Wherever he sat down to rest some soldier told him something of interest. Gunners explained the watch-like perfection of their guns. Snipers told thrilling tales of long shots. The cooks showed him how cleverly the big field stoves came apart, and how they could be assembled at a moment's notice.

At supper time his new friend, Lieutenant Cunningham, called him. He had kept a place for Zaidos beside him. Velo had been omitted from the group, so he smilingly sat down in another bend of the trench with his pannikin of stew and cup of coffee, seemingly quite content. But black hate raged in his black heart!

Velo was a strange sort. He was a coward; he dreaded danger and endured hardships badly. Yet the thought that harm might come to him never entered his head. He was deeply superstitious, and while he could and did change the bottles and place the poison within his cousin's reach, while he placed the rusty pin in the crutch where it would inflict a wound on Zaidos' body, while he could plan endlessly to rid himself of his cousin, he would not himself directly aim the blow or fire the deadly shot. He rejoiced in the battle that was threatening. Zaidos would die, and he wanted the evidence of his own eyes. Also he wanted the statements of witnesses. Sometimes when he heard Zaidos' ready laugh, and saw his bright, straightforward look, a flicker of pity shadowed his dastardly resolve. Then he remembered the soft living, the ease and luxury of the house of Zaidos, and remembering that he, as Velo Kupenol, must be all his life nothing but a dependent on his cousin's bounty, he steeled his wicked heart to its self-appointed task.

But he must change his tactics. Zaidos as usual was surrounding himself with friends. Velo felt that he must be doubly careful. There must be no more strange, unaccountable accidents to Zaidos. When the blow fell it must crush him utterly; until then, he must be left to move securely.

Velo thought of all this as he sat talking to the soldier beside him and eating the plain fare of the men in the field.

The talk was all of the coming attack.

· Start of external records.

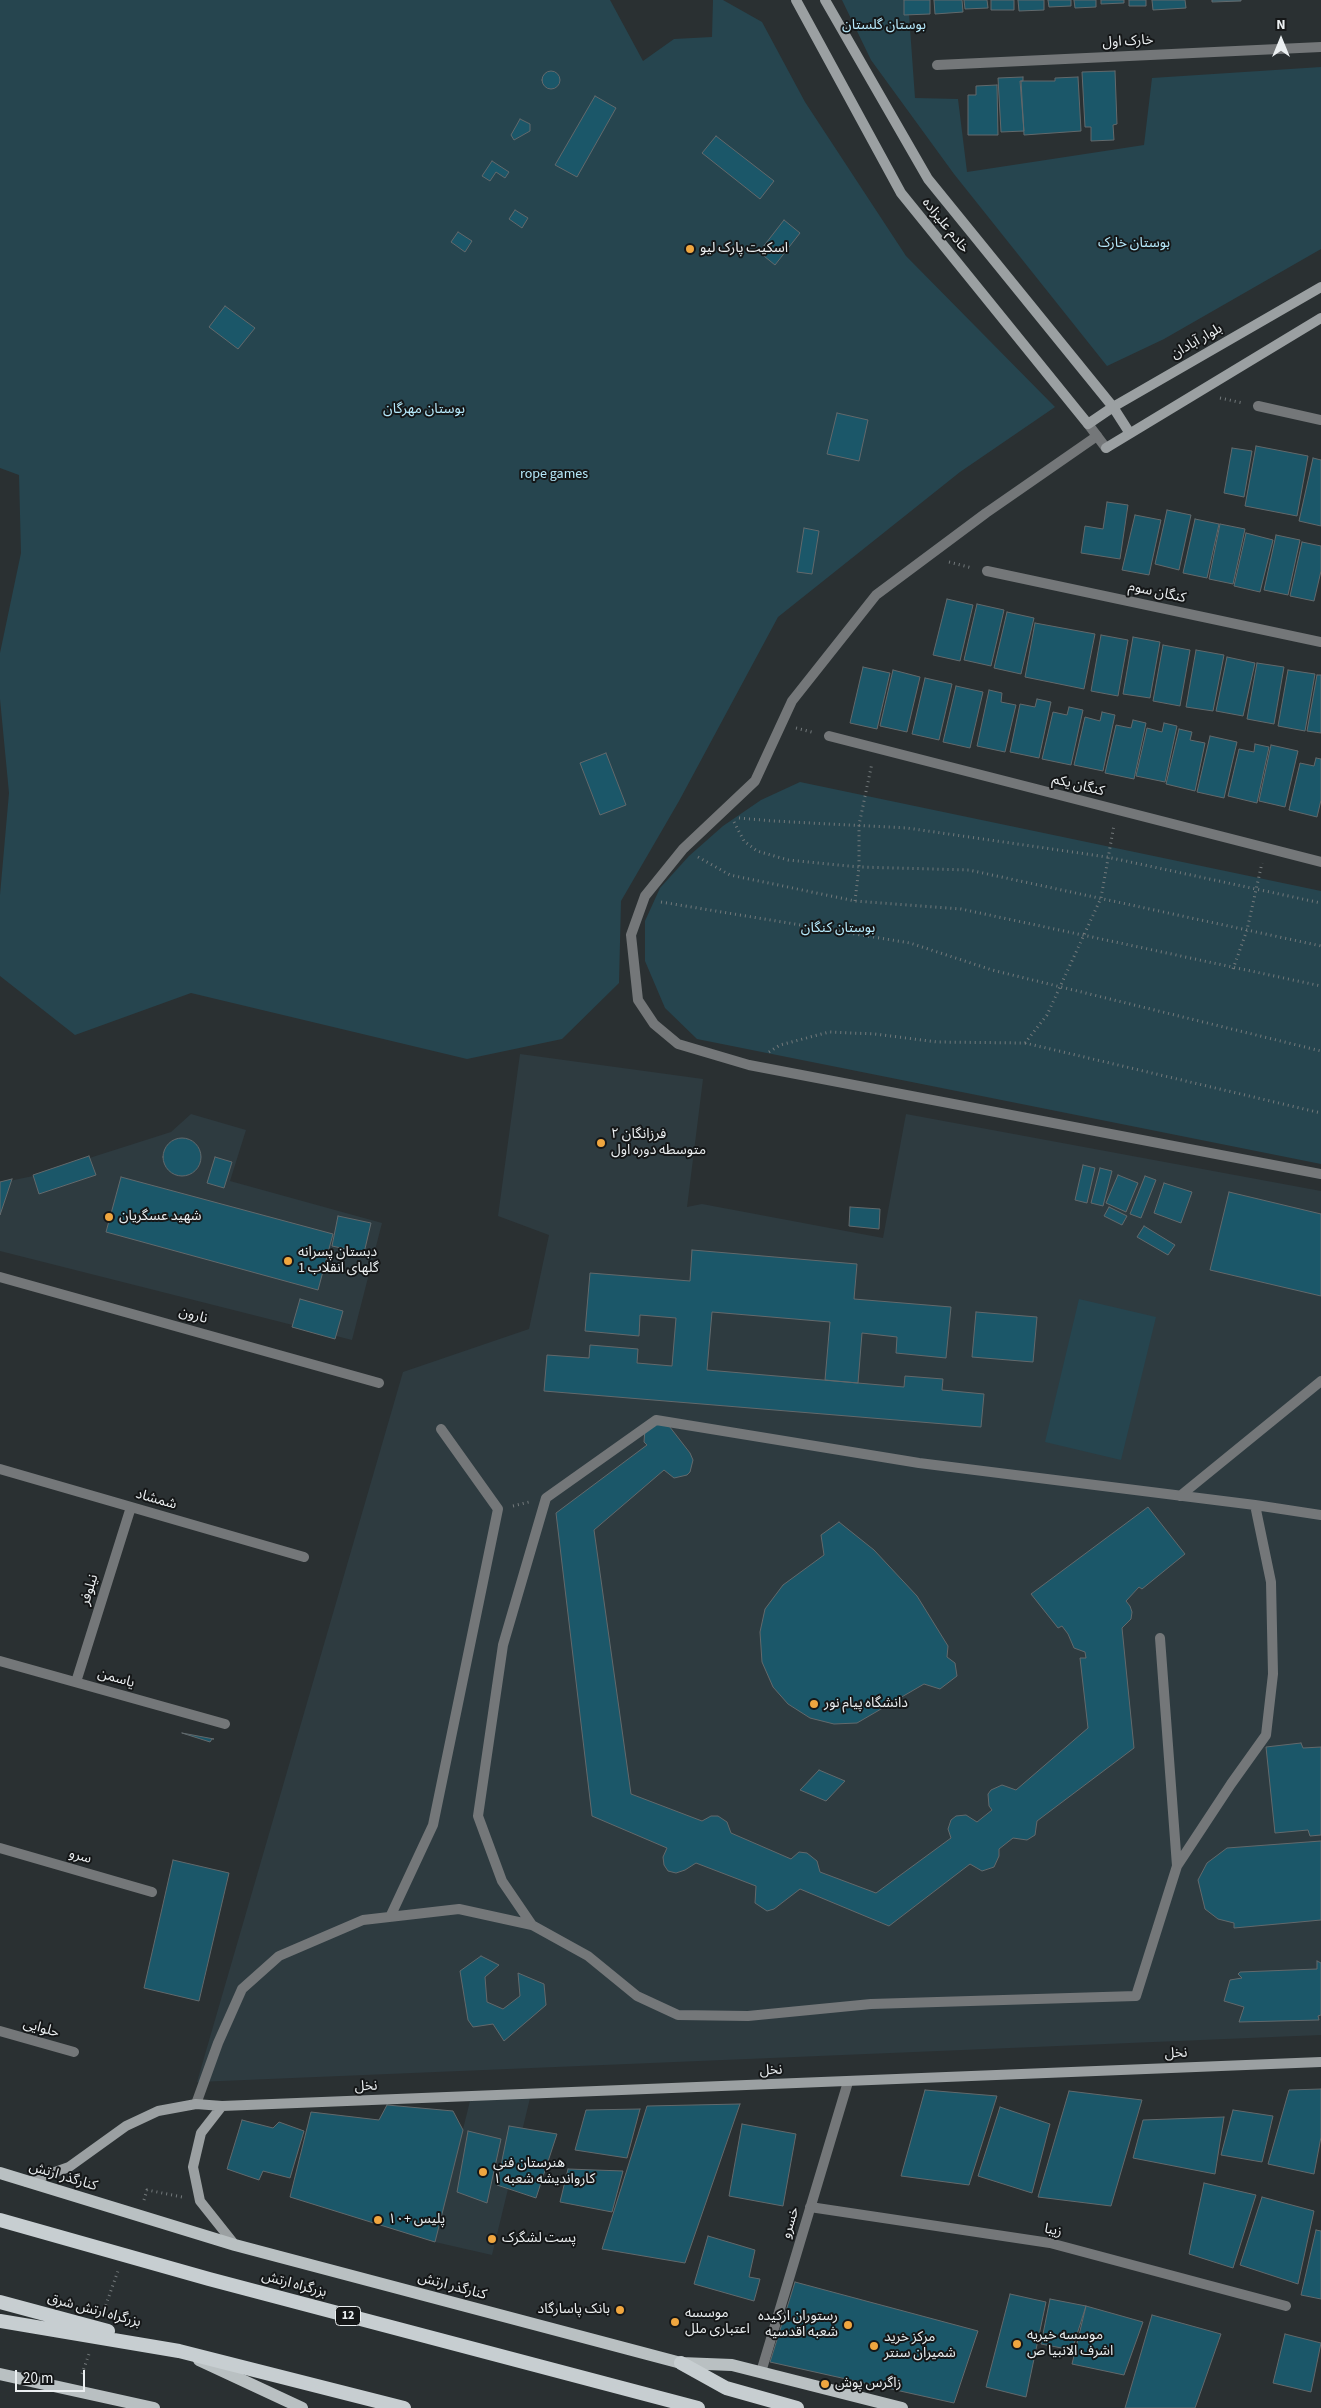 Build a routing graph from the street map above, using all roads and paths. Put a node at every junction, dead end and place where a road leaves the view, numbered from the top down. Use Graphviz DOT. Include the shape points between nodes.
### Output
graph roads {
  1 [pos="796,0"];
  2 [pos="825,0"];
  3 [pos="1321,47"];
  4 [pos="937,65"];
  5 [pos="1321,287"];
  6 [pos="1321,318"];
  7 [pos="1195,392"];
  8 [pos="1258,406"];
  9 [pos="1113,407"];
  10 [pos="1321,420"];
  11 [pos="1088,424"];
  12 [pos="1129,432"];
  13 [pos="1097,436"];
  14 [pos="1106,448"];
  15 [pos="944,562"];
  16 [pos="987,571"];
  17 [pos="1321,642"];
  18 [pos="781,724"];
  19 [pos="829,736"];
  20 [pos="875,748"];
  21 [pos="1117,810"];
  22 [pos="859,825"];
  23 [pos="1266,848"];
  24 [pos="683,849"];
  25 [pos="1106,857"];
  26 [pos="1321,862"];
  27 [pos="859,867"];
  28 [pos="1255,888"];
  29 [pos="1100,898"];
  30 [pos="643,901"];
  31 [pos="855,901"];
  32 [pos="1321,903"];
  33 [pos="1247,930"];
  34 [pos="1084,934"];
  35 [pos="1321,946"];
  36 [pos="1233,969"];
  37 [pos="1321,986"];
  38 [pos="1060,987"];
  39 [pos="1024,1043"];
  40 [pos="1321,1051"];
  41 [pos="749,1065"];
  42 [pos="1321,1113"];
  43 [pos="1321,1174"];
  44 [pos="0,1277"];
  45 [pos="1321,1381"];
  46 [pos="380,1383"];
  47 [pos="442,1429"];
  48 [pos="0,1469"];
  49 [pos="1180,1496"];
  50 [pos="546,1498"];
  51 [pos="1255,1505"];
  52 [pos="131,1507"];
  53 [pos="498,1509"];
  54 [pos="1321,1515"];
  55 [pos="304,1557"];
  56 [pos="1160,1638"];
  57 [pos="0,1660"];
  58 [pos="76,1682"];
  59 [pos="225,1724"];
  60 [pos="0,1848"];
  61 [pos="1178,1866"];
  62 [pos="152,1892"];
  63 [pos="390,1917"];
  64 [pos="532,1925"];
  65 [pos="0,2031"];
  66 [pos="74,2052"];
  67 [pos="1321,2062"];
  68 [pos="848,2082"];
  69 [pos="196,2104"];
  70 [pos="222,2106"];
  71 [pos="0,2173"];
  72 [pos="27,2182"];
  73 [pos="200,2201"];
  74 [pos="810,2207"];
  75 [pos="141,2208"];
  76 [pos="0,2220"];
  77 [pos="235,2245"];
  78 [pos="122,2262"];
  79 [pos="0,2302"];
  80 [pos="1286,2306"];
  81 [pos="102,2316"];
  82 [pos="0,2321"];
  83 [pos="179,2351"];
  84 [pos="90,2352"];
  85 [pos="681,2363"];
  86 [pos="761,2372"];
  87 [pos="0,2374"];
  88 [pos="80,2378"];
  89 [pos="122,2404"];
  90 [pos="154,2408"];
  91 [pos="302,2408"];
  92 [pos="404,2408"];
  93 [pos="698,2408"];
  94 [pos="796,2408"];
  95 [pos="902,2408"];
  1 -- 11 [label="main road, خادم علیزاده" via="901,194"];
  2 -- 9 [label="main road, خادم علیزاده" via="928,179"];
  3 -- 4 [label="street, خارک اول"];
  5 -- 9 [label="main road, بلوار آبادان"];
  6 -- 7 [label="main road"];
  7 -- 8 [label="path"];
  7 -- 12 [label="main road"];
  8 -- 10 [label="street"];
  9 -- 11 [label="main road, بلوار آبادان"];
  9 -- 12 [label="main road, خادم علیزاده"];
  11 -- 13 [label="street, خادم علیزاده"];
  12 -- 14 [label="main road"];
  13 -- 14 [label="street, خادم علیزاده"];
  13 -- 18 [label="street" via="876,595 792,701"];
  15 -- 16 [label="path"];
  16 -- 17 [label="street, کنگان سوم"];
  18 -- 19 [label="path"];
  18 -- 24 [label="street" via="755,781"];
  19 -- 20 [label="street, کنگان یکم"];
  20 -- 21 [label="street, کنگان یکم"];
  20 -- 22 [label="path"];
  21 -- 23 [label="street, کنگان یکم"];
  21 -- 25 [label="path"];
  22 -- 25 [label="path" via="907,828"];
  22 -- 27 [label="path"];
  22 -- 27 [label="path" via="731,817 744,841 756,851 788,860"];
  23 -- 26 [label="street, کنگان یکم"];
  23 -- 28 [label="path"];
  24 -- 30 [label="street"];
  24 -- 31 [label="path" via="730,875"];
  25 -- 28 [label="path"];
  25 -- 29 [label="path"];
  27 -- 29 [label="path" via="969,870"];
  27 -- 31 [label="path"];
  28 -- 32 [label="path"];
  28 -- 33 [label="path"];
  29 -- 33 [label="path"];
  29 -- 34 [label="path"];
  30 -- 38 [label="path" via="683,904 910,943 992,970"];
  30 -- 41 [label="street" via="631,934 638,1000 654,1024 678,1044"];
  31 -- 34 [label="path" via="961,909"];
  33 -- 35 [label="path"];
  33 -- 36 [label="path"];
  34 -- 36 [label="path"];
  34 -- 38 [label="path"];
  36 -- 37 [label="path"];
  38 -- 39 [label="path" via="1047,1015"];
  38 -- 40 [label="path"];
  39 -- 41 [label="path" via="937,1042 829,1032 780,1045"];
  39 -- 42 [label="path"];
  41 -- 43 [label="street"];
  44 -- 46 [label="street, نارون"];
  45 -- 49 [label="street"];
  47 -- 53 [label="street"];
  48 -- 52 [label="street, شمشاد"];
  49 -- 50 [label="street" via="919,1463 656,1420"];
  49 -- 51 [label="street"];
  50 -- 53 [label="path"];
  50 -- 64 [label="street" via="504,1645 478,1816 502,1880"];
  51 -- 54 [label="street"];
  51 -- 61 [label="street" via="1271,1582 1273,1674 1266,1735 1230,1784"];
  52 -- 55 [label="street, شمشاد"];
  52 -- 58 [label="street, نیلوفر"];
  53 -- 63 [label="street" via="433,1825"];
  56 -- 61 [label="street"];
  57 -- 58 [label="street, یاسمن"];
  58 -- 59 [label="street, یاسمن"];
  60 -- 62 [label="street, سرو"];
  61 -- 64 [label="street" via="1136,1996 871,2004 748,2016 678,2015 637,1996 588,1956"];
  63 -- 64 [label="street" via="459,1909"];
  63 -- 69 [label="street" via="363,1920 279,1956 242,1989"];
  65 -- 66 [label="street, حلوایی"];
  67 -- 68 [label="main road, نخل"];
  68 -- 70 [label="main road, نخل"];
  68 -- 74 [label="street, خسرو"];
  69 -- 70 [label="main road, نخل"];
  69 -- 72 [label="main road, نخل" via="158,2111 126,2126 69,2167"];
  70 -- 73 [label="main road" via="201,2134 193,2167"];
  71 -- 72 [label="main road, کنارگذر ارتش"];
  72 -- 77 [label="main road, کنارگذر ارتش"];
  73 -- 75 [label="path" via="147,2190"];
  73 -- 77 [label="main road"];
  74 -- 80 [label="street, زیبا" via="1050,2244"];
  74 -- 86 [label="street, خسرو"];
  76 -- 93 [label="highway, بزرگراه ارتش / 12" via="209,2279"];
  77 -- 85 [label="main road, کنارگذر ارتش"];
  78 -- 81 [label="path"];
  79 -- 83 [label="highway, بزرگراه ارتش شرق"];
  82 -- 83 [label="highway"];
  83 -- 91 [label="main road"];
  83 -- 92 [label="highway"];
  84 -- 88 [label="path"];
  85 -- 86 [label="main road, کنارگذر ارتش" via="732,2365"];
  85 -- 94 [label="highway" via="726,2388"];
  86 -- 95 [label="main road, کنارگذر ارتش"];
  87 -- 89 [label="main road"];
  89 -- 90 [label="main road"];
}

Spies had reported a movement of preparation in the enemy's ranks, and there was a stir of warning in the very air. To Velo's amazement, no one seemed worried or anxious. The conversation moved smoothly on, as though the battle was a test of skill on a chess-board. Not a man there seemed to regard the coming event in a personal light. Even the uncertainty did not distress anyone. The attack would surely come, but whether it would come the following night or in a week's time did not seem to matter in the least. Velo had expected to see in an event like this a lot of men brooding gloomily over the possible outcome, a dismal time with last farewells, and touching letters written home. He watched the young officer beside him. He had finished his meal and had taken out a pad of paper and an indelible pencil. He wrote rapidly, but with a calm and smiling face. Velo could not imagine any tragic farewells in that letter.

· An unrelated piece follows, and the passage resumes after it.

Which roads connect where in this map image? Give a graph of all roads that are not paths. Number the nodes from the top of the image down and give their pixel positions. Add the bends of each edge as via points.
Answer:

Velo, still staring at the writer, listened to the conversation along the wall of the trench. It had at last turned from war to out-door sports. Velo, who never exercised if he could avoid it, listened idly. A small, pale boy in a lieutenant's uniform was violently upholding certain rules while the officer next to Zaidos disputed him smilingly. They argued pleasantly, but with the most intense earnestness.

"Who is that straw-colored chap?" Velo asked the writer beside him.